Our study showed that of more than 13,000 women interviewed who were pregnant essentially none of them had any knowledge of preconceptional nutritional needs or about neural tube defects. 

Convincing Ethiopians to take medication for invisible illness such as hypertension has proved difficult. Research in many parts of Ethiopia has shown for example that as few as 50% of those prescribed medication for hypertension actually take it. There exists underlying fears of addiction to “un-natural” substances. Will Ethiopian women be convinced to take supplementation?

Ethiopians especially the 88% who live in country side rarely buy food staples like bread but instead make their own enjera from stored teff. Currently there is only one factory in the country capable of making fortified bread but it is not functioning.

The cost of a months supply of folic acid 4 milligrams per day is about 80 birr or about $2.40 US for a single woman. Given the fact that the average family makes about 250 birr per month to support a family of six, there is little room to allow payment of this expense. There are no current domestic producers of folic acid so considerable hard foreign currency would need to be mobilized to import stock. For the government to provide this for every women of child bearing age would cost tens of millions of dollars to be added to the budget of a country which currently spends the equivalent of about $13 per capita for the 100 million population.

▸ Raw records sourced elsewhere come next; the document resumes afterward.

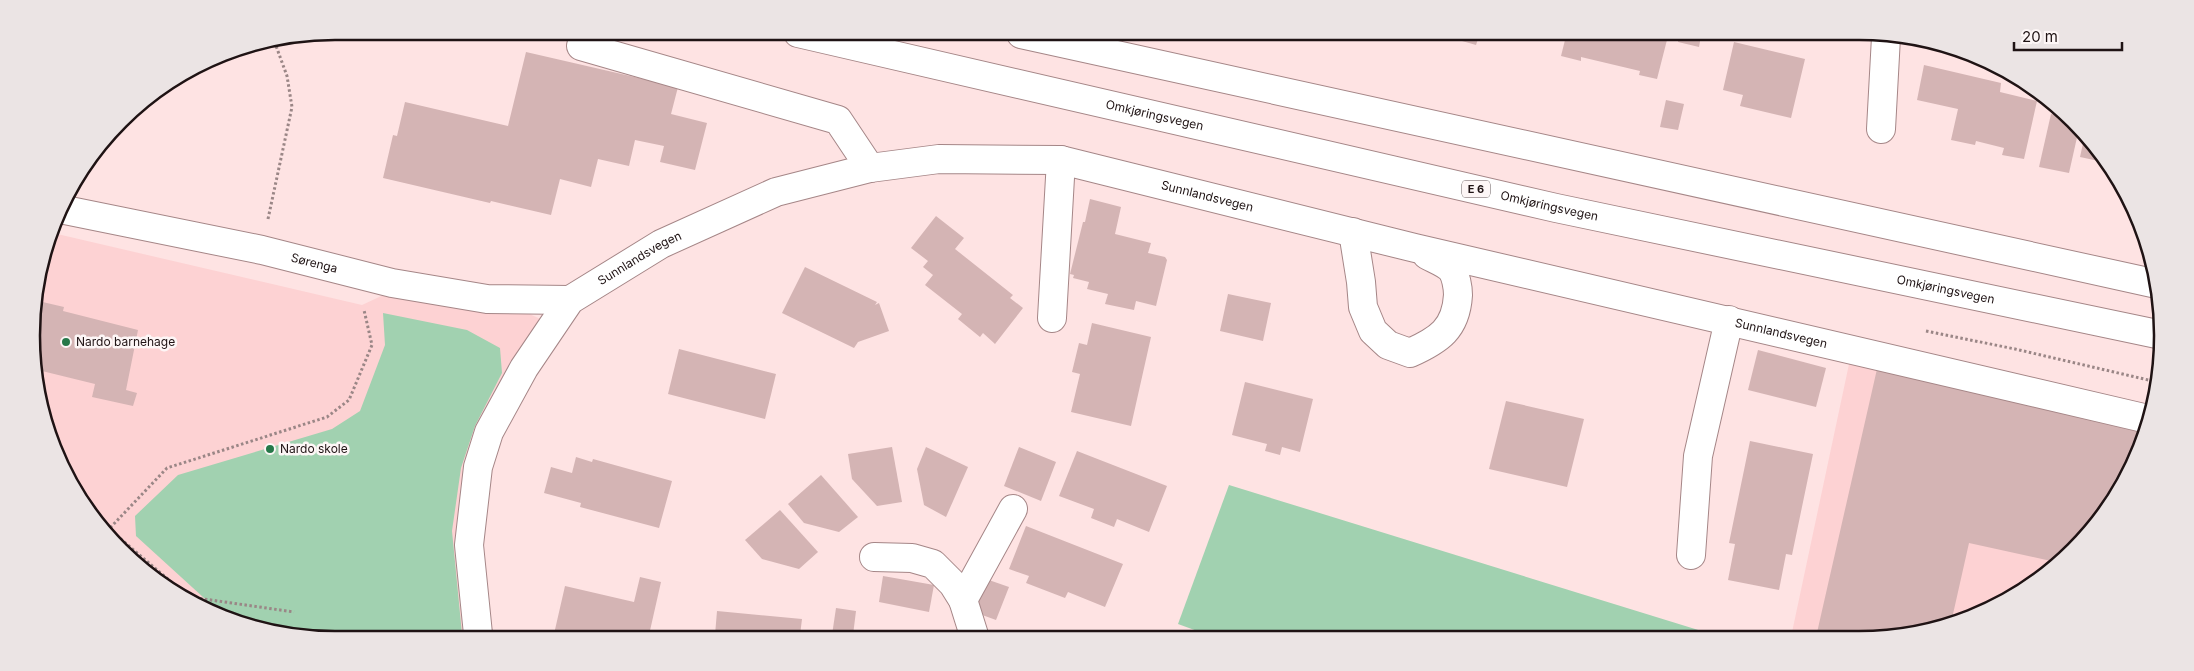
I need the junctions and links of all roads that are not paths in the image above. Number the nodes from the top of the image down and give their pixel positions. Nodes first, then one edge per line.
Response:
1 (828, 40) edge
2 (1048, 40) edge
3 (1886, 42) edge
4 (581, 46) dead end
5 (1881, 130) dead end
6 (1061, 160) junction
7 (870, 168) junction
8 (67, 211) edge
9 (1353, 232) junction
10 (1415, 248) junction
11 (2149, 282) edge
12 (570, 300) junction
13 (1052, 318) dead end
14 (1729, 320) junction
15 (2154, 333) edge
16 (2142, 417) edge
17 (1013, 509) dead end
18 (1691, 555) dead end
19 (874, 557) dead end
20 (963, 600) junction
21 (478, 631) edge
22 (973, 631) edge

1 - 15 main road, Omkjøringsvegen / E 6
2 - 11 main road
3 - 5 main road
4 - 7 main road
6 - 7 main road, Sunnlandsvegen
6 - 9 main road, Sunnlandsvegen
6 - 13 main road
7 - 12 main road, Sunnlandsvegen
8 - 12 main road, Sørenga
9 - 10 main road, Sunnlandsvegen
9 - 10 main road, Sunnlandsvegen
10 - 14 main road, Sunnlandsvegen
12 - 21 main road, Sunnlandsvegen
14 - 16 main road, Sunnlandsvegen
14 - 18 main road
17 - 20 main road
19 - 20 main road
20 - 22 main road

Ultimately addressing the issue of the high incidence of neural tube defects in Ethiopia will be requiring taking into account cultural norms and practices in such a way that changes are seen as consistent with Ethiopian culture.  Widespread public education and a major investment in folic acid purchases by the government will be necessary. This begins with the clear realization that there is a problem.

 

Research:Neural Tube Defects in Tigray Ethiopia

Recent research we have done at Mekelle University soon to be published has confirmed that there is a high rate of neural tube defects affecting the brain and spinal cord in Tigray. Experience suggests this is also the case in other parts of Ethiopia as well. At least 131 out of every 10,000 births is affected with some areas having almost twice that number. Defects result in death at birth for about 77% of the pregnancies affected, usually with anencephaly, while the 23% born alive usually have severe paralysis of the lower extremities and often need a operations to close the open spine, closure of myelomeningocoel,  and to control pressure in the brain, ventricular peritoneal shunt, for lumbar and thoracic myelomeningocoel associated with an Arnold Chiari II malformation causing hydrocephalus. Lesser numbers of encephalocoel often requiring closure were encountered as well.

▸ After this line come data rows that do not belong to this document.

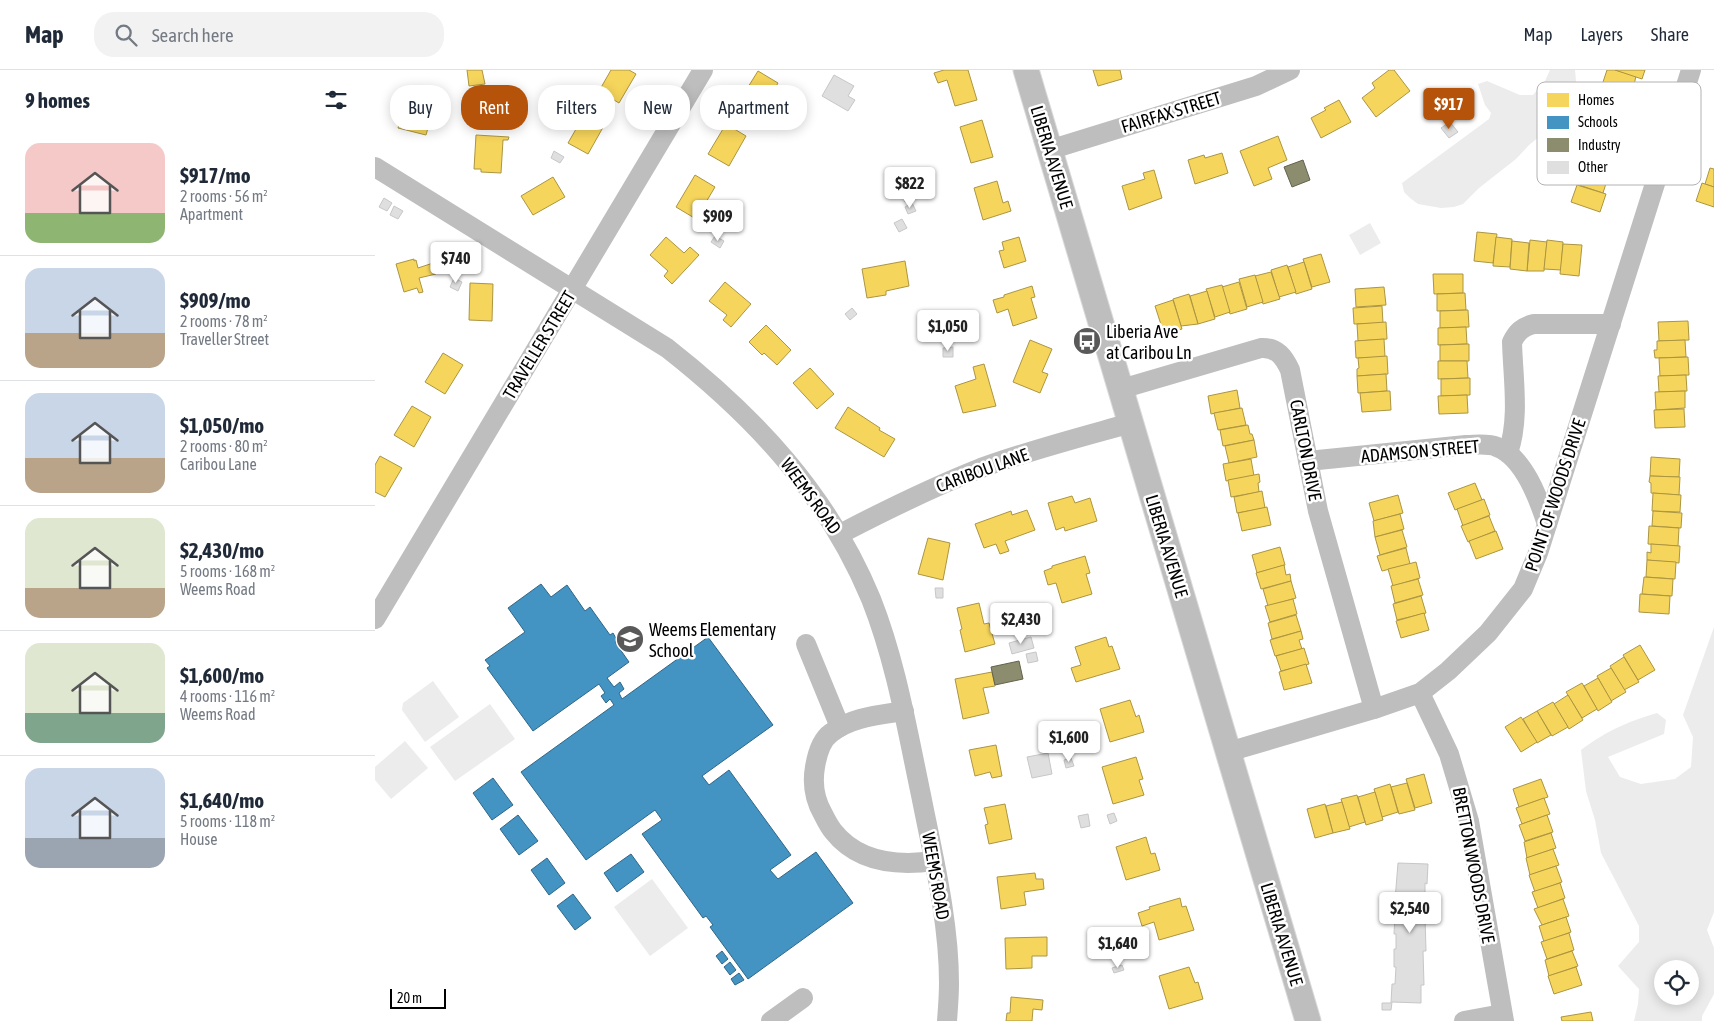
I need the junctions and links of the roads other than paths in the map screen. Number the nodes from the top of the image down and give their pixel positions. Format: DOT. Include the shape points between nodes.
graph roads {
  1 [pos="703,70"];
  2 [pos="1026,70"];
  3 [pos="1290,70"];
  4 [pos="1691,70"];
  5 [pos="1687,82"];
  6 [pos="1049,150"];
  7 [pos="375,167"];
  8 [pos="1655,185"];
  9 [pos="573,289"];
  10 [pos="1611,324"];
  11 [pos="1121,389"];
  12 [pos="1131,423"];
  13 [pos="1508,453"];
  14 [pos="1308,461"];
  15 [pos="1547,524"];
  16 [pos="840,534"];
  17 [pos="375,619"];
  18 [pos="807,644"];
  19 [pos="1420,693"];
  20 [pos="1374,709"];
  21 [pos="904,711"];
  22 [pos="840,727"];
  23 [pos="1228,752"];
  24 [pos="934,861"];
  25 [pos="803,998"];
  26 [pos="1503,1017"];
  27 [pos="771,1021"];
  28 [pos="947,1021"];
  29 [pos="1308,1021"];
  30 [pos="1464,1021"];
  1 -- 9 [label="street, TRAVELLER STREET"];
  2 -- 6 [label="main road, LIBERIA AVENUE"];
  3 -- 6 [label="street, FAIRFAX STREET" via="1256,86"];
  4 -- 5 [label="street, POINT OF WOODS DRIVE"];
  6 -- 11 [label="main road, LIBERIA AVENUE"];
  7 -- 9 [label="street, WEEMS ROAD"];
  8 -- 10 [label="street, POINT OF WOODS DRIVE"];
  9 -- 16 [label="street, WEEMS ROAD" via="667,348 733,403 805,482"];
  9 -- 17 [label="street, TRAVELLER STREET"];
  10 -- 13 [label="street" via="1534,324 1516,334 1512,342 1515,423"];
  10 -- 15 [label="street, POINT OF WOODS DRIVE"];
  11 -- 12 [label="main road, LIBERIA AVENUE"];
  11 -- 14 [label="street, CARLTON DRIVE" via="1261,348 1272,349 1280,354 1290,370"];
  12 -- 16 [label="street, CARIBOU LANE" via="983,468 898,504"];
  12 -- 23 [label="main road, LIBERIA AVENUE"];
  13 -- 14 [label="street, ADAMSON STREET" via="1498,447 1466,445"];
  13 -- 15 [label="street" via="1531,484"];
  14 -- 20 [label="street, CARLTON DRIVE" via="1318,511"];
  15 -- 19 [label="street, POINT OF WOODS DRIVE" via="1529,578 1514,602 1488,633"];
  16 -- 21 [label="street, WEEMS ROAD" via="871,600"];
  18 -- 22 [label="street"];
  19 -- 20 [label="street, POINT OF WOODS DRIVE"];
  19 -- 26 [label="street, BRETTON WOODS DRIVE" via="1449,754 1469,821"];
  20 -- 23 [label="street, POINT OF WOODS DRIVE"];
  21 -- 22 [label="street" via="863,718"];
  21 -- 24 [label="street, WEEMS ROAD"];
  22 -- 24 [label="street" via="822,744 813,774 817,801 833,831 853,849 876,859 912,864"];
  23 -- 29 [label="main road, LIBERIA AVENUE"];
  24 -- 28 [label="street, WEEMS ROAD" via="948,952"];
  25 -- 27 [label="street"];
  26 -- 30 [label="street, BRETTON WOODS DRIVE"];
}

Ethiopian mother hold her child with lumbar myelomeningocoel

The most likely significant cause is lack of diversity in the diet and especially failing to consume foods with the vitamin folic acid. This is usually found in green and leafy vegetables as well as fresh fruits. Cooking foods such as chick peas which may contain folic acid will destroy much of it.

Around the world these birth defects have been reduced about 75% by encouraging women to plan their pregnancy and take 4 milligrams of folic acid daily starting before conception. We are working with our research group at Mekelle University to help the Tigray Regional Health Bureau and the Ethiopian Ministry of Health come up with programs to reduce these defects but this will take time.

In the meantime we encourage all women in Ethiopia to plan their pregnancy, starting folic acid supplementation before they conceive, and practice dietary diversity. They should try to wait one year between pregnancies, and understand that breast feeding increases their need for folic acid. Very young and older women are more susceptible to having children with these defects. Other factors may be involved besides folic acid deficiency but the good news is that folic acid supplementation will likely still reduce these defects.